(Saved entries)
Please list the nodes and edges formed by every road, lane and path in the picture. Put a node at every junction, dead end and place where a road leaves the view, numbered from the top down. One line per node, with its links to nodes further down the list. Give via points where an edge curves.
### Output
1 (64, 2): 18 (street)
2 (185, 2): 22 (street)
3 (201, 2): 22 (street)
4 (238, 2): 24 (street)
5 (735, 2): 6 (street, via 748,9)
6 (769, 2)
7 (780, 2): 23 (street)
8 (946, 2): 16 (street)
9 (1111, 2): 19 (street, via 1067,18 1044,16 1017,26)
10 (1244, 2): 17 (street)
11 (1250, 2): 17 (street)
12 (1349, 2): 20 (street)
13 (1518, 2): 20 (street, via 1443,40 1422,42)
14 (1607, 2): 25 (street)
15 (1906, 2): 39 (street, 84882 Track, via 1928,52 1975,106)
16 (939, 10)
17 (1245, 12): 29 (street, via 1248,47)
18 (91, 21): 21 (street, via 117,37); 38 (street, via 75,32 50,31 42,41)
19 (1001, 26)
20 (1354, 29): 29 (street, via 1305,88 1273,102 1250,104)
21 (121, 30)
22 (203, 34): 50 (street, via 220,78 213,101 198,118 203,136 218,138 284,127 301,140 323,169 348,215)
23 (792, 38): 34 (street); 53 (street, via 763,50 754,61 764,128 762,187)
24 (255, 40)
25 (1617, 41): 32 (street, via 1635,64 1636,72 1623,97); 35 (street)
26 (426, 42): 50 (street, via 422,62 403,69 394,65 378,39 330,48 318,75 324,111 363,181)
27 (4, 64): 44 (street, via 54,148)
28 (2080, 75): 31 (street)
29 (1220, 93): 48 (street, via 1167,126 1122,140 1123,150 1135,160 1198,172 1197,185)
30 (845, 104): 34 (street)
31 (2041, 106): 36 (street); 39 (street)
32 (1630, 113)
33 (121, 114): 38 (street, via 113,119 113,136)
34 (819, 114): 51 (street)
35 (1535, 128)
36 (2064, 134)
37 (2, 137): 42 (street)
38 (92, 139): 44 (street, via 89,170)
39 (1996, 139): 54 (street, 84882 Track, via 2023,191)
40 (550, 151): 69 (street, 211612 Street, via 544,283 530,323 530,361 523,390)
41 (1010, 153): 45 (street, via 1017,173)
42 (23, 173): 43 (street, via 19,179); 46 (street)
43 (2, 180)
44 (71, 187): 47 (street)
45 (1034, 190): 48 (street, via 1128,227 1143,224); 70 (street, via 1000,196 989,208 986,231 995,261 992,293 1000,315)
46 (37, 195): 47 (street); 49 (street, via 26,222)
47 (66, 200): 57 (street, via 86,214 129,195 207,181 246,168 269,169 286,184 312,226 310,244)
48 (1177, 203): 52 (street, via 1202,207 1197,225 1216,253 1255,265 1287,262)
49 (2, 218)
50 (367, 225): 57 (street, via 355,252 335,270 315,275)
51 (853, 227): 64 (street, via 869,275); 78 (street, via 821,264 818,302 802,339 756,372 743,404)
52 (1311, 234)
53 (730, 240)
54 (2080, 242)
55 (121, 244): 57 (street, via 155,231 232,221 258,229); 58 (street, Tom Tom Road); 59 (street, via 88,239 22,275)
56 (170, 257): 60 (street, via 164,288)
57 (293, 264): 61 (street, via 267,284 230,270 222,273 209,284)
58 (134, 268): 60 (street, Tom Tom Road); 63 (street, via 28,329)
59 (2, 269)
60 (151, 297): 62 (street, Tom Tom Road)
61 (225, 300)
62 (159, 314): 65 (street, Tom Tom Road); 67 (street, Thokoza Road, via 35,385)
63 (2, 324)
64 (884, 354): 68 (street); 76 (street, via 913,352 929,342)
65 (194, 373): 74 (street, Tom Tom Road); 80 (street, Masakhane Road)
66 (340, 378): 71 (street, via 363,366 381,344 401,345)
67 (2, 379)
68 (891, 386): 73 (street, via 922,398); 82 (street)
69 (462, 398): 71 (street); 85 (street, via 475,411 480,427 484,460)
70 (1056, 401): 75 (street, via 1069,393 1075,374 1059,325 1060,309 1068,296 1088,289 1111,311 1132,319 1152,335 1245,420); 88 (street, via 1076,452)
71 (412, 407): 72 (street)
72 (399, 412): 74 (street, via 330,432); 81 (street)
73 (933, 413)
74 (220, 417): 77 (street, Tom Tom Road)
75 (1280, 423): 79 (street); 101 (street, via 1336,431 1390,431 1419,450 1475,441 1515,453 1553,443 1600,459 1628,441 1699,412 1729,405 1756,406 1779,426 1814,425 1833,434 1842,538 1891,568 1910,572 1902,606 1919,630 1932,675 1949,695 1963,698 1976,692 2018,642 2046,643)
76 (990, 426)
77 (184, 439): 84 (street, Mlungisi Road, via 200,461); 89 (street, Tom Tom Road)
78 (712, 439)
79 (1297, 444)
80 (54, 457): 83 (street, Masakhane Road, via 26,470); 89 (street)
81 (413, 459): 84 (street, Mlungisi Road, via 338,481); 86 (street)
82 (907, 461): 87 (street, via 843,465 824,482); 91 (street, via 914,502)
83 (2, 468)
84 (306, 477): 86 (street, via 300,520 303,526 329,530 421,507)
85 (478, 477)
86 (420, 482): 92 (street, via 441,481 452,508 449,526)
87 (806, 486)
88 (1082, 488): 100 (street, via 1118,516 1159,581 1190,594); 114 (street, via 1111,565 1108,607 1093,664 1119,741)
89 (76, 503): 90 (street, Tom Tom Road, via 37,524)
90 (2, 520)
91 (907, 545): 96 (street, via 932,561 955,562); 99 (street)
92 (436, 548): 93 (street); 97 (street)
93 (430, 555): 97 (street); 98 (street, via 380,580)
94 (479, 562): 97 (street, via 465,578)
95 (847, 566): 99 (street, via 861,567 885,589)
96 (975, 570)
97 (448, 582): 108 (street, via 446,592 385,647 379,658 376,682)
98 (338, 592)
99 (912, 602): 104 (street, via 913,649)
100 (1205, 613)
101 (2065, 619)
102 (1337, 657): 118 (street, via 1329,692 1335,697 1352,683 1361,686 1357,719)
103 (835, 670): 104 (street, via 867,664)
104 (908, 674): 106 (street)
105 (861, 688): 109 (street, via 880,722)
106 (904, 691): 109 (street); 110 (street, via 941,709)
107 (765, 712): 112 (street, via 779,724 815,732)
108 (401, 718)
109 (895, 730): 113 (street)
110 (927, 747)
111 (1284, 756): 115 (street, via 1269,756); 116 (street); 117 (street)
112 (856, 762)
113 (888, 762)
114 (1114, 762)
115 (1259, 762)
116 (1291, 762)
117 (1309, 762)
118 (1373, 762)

What is expected =>
Transcribe the records in full, keeping every character as it is.

Expected answer =>
Please list the nodes and edges formed by every road, lane and path in the picture. Put a node at every junction, dead end and place where a road leaves the view, numbered from the top down. One line per node, with its links to nodes further down the list. Give via points where an edge curves.
### Output
1 (64, 2): 18 (street)
2 (185, 2): 22 (street)
3 (201, 2): 22 (street)
4 (238, 2): 24 (street)
5 (735, 2): 6 (street, via 748,9)
6 (769, 2)
7 (780, 2): 23 (street)
8 (946, 2): 16 (street)
9 (1111, 2): 19 (street, via 1067,18 1044,16 1017,26)
10 (1244, 2): 17 (street)
11 (1250, 2): 17 (street)
12 (1349, 2): 20 (street)
13 (1518, 2): 20 (street, via 1443,40 1422,42)
14 (1607, 2): 25 (street)
15 (1906, 2): 39 (street, 84882 Track, via 1928,52 1975,106)
16 (939, 10)
17 (1245, 12): 29 (street, via 1248,47)
18 (91, 21): 21 (street, via 117,37); 38 (street, via 75,32 50,31 42,41)
19 (1001, 26)
20 (1354, 29): 29 (street, via 1305,88 1273,102 1250,104)
21 (121, 30)
22 (203, 34): 50 (street, via 220,78 213,101 198,118 203,136 218,138 284,127 301,140 323,169 348,215)
23 (792, 38): 34 (street); 53 (street, via 763,50 754,61 764,128 762,187)
24 (255, 40)
25 (1617, 41): 32 (street, via 1635,64 1636,72 1623,97); 35 (street)
26 (426, 42): 50 (street, via 422,62 403,69 394,65 378,39 330,48 318,75 324,111 363,181)
27 (4, 64): 44 (street, via 54,148)
28 (2080, 75): 31 (street)
29 (1220, 93): 48 (street, via 1167,126 1122,140 1123,150 1135,160 1198,172 1197,185)
30 (845, 104): 34 (street)
31 (2041, 106): 36 (street); 39 (street)
32 (1630, 113)
33 (121, 114): 38 (street, via 113,119 113,136)
34 (819, 114): 51 (street)
35 (1535, 128)
36 (2064, 134)
37 (2, 137): 42 (street)
38 (92, 139): 44 (street, via 89,170)
39 (1996, 139): 54 (street, 84882 Track, via 2023,191)
40 (550, 151): 69 (street, 211612 Street, via 544,283 530,323 530,361 523,390)
41 (1010, 153): 45 (street, via 1017,173)
42 (23, 173): 43 (street, via 19,179); 46 (street)
43 (2, 180)
44 (71, 187): 47 (street)
45 (1034, 190): 48 (street, via 1128,227 1143,224); 70 (street, via 1000,196 989,208 986,231 995,261 992,293 1000,315)
46 (37, 195): 47 (street); 49 (street, via 26,222)
47 (66, 200): 57 (street, via 86,214 129,195 207,181 246,168 269,169 286,184 312,226 310,244)
48 (1177, 203): 52 (street, via 1202,207 1197,225 1216,253 1255,265 1287,262)
49 (2, 218)
50 (367, 225): 57 (street, via 355,252 335,270 315,275)
51 (853, 227): 64 (street, via 869,275); 78 (street, via 821,264 818,302 802,339 756,372 743,404)
52 (1311, 234)
53 (730, 240)
54 (2080, 242)
55 (121, 244): 57 (street, via 155,231 232,221 258,229); 58 (street, Tom Tom Road); 59 (street, via 88,239 22,275)
56 (170, 257): 60 (street, via 164,288)
57 (293, 264): 61 (street, via 267,284 230,270 222,273 209,284)
58 (134, 268): 60 (street, Tom Tom Road); 63 (street, via 28,329)
59 (2, 269)
60 (151, 297): 62 (street, Tom Tom Road)
61 (225, 300)
62 (159, 314): 65 (street, Tom Tom Road); 67 (street, Thokoza Road, via 35,385)
63 (2, 324)
64 (884, 354): 68 (street); 76 (street, via 913,352 929,342)
65 (194, 373): 74 (street, Tom Tom Road); 80 (street, Masakhane Road)
66 (340, 378): 71 (street, via 363,366 381,344 401,345)
67 (2, 379)
68 (891, 386): 73 (street, via 922,398); 82 (street)
69 (462, 398): 71 (street); 85 (street, via 475,411 480,427 484,460)
70 (1056, 401): 75 (street, via 1069,393 1075,374 1059,325 1060,309 1068,296 1088,289 1111,311 1132,319 1152,335 1245,420); 88 (street, via 1076,452)
71 (412, 407): 72 (street)
72 (399, 412): 74 (street, via 330,432); 81 (street)
73 (933, 413)
74 (220, 417): 77 (street, Tom Tom Road)
75 (1280, 423): 79 (street); 101 (street, via 1336,431 1390,431 1419,450 1475,441 1515,453 1553,443 1600,459 1628,441 1699,412 1729,405 1756,406 1779,426 1814,425 1833,434 1842,538 1891,568 1910,572 1902,606 1919,630 1932,675 1949,695 1963,698 1976,692 2018,642 2046,643)
76 (990, 426)
77 (184, 439): 84 (street, Mlungisi Road, via 200,461); 89 (street, Tom Tom Road)
78 (712, 439)
79 (1297, 444)
80 (54, 457): 83 (street, Masakhane Road, via 26,470); 89 (street)
81 (413, 459): 84 (street, Mlungisi Road, via 338,481); 86 (street)
82 (907, 461): 87 (street, via 843,465 824,482); 91 (street, via 914,502)
83 (2, 468)
84 (306, 477): 86 (street, via 300,520 303,526 329,530 421,507)
85 (478, 477)
86 (420, 482): 92 (street, via 441,481 452,508 449,526)
87 (806, 486)
88 (1082, 488): 100 (street, via 1118,516 1159,581 1190,594); 114 (street, via 1111,565 1108,607 1093,664 1119,741)
89 (76, 503): 90 (street, Tom Tom Road, via 37,524)
90 (2, 520)
91 (907, 545): 96 (street, via 932,561 955,562); 99 (street)
92 (436, 548): 93 (street); 97 (street)
93 (430, 555): 97 (street); 98 (street, via 380,580)
94 (479, 562): 97 (street, via 465,578)
95 (847, 566): 99 (street, via 861,567 885,589)
96 (975, 570)
97 (448, 582): 108 (street, via 446,592 385,647 379,658 376,682)
98 (338, 592)
99 (912, 602): 104 (street, via 913,649)
100 (1205, 613)
101 (2065, 619)
102 (1337, 657): 118 (street, via 1329,692 1335,697 1352,683 1361,686 1357,719)
103 (835, 670): 104 (street, via 867,664)
104 (908, 674): 106 (street)
105 (861, 688): 109 (street, via 880,722)
106 (904, 691): 109 (street); 110 (street, via 941,709)
107 (765, 712): 112 (street, via 779,724 815,732)
108 (401, 718)
109 (895, 730): 113 (street)
110 (927, 747)
111 (1284, 756): 115 (street, via 1269,756); 116 (street); 117 (street)
112 (856, 762)
113 (888, 762)
114 (1114, 762)
115 (1259, 762)
116 (1291, 762)
117 (1309, 762)
118 (1373, 762)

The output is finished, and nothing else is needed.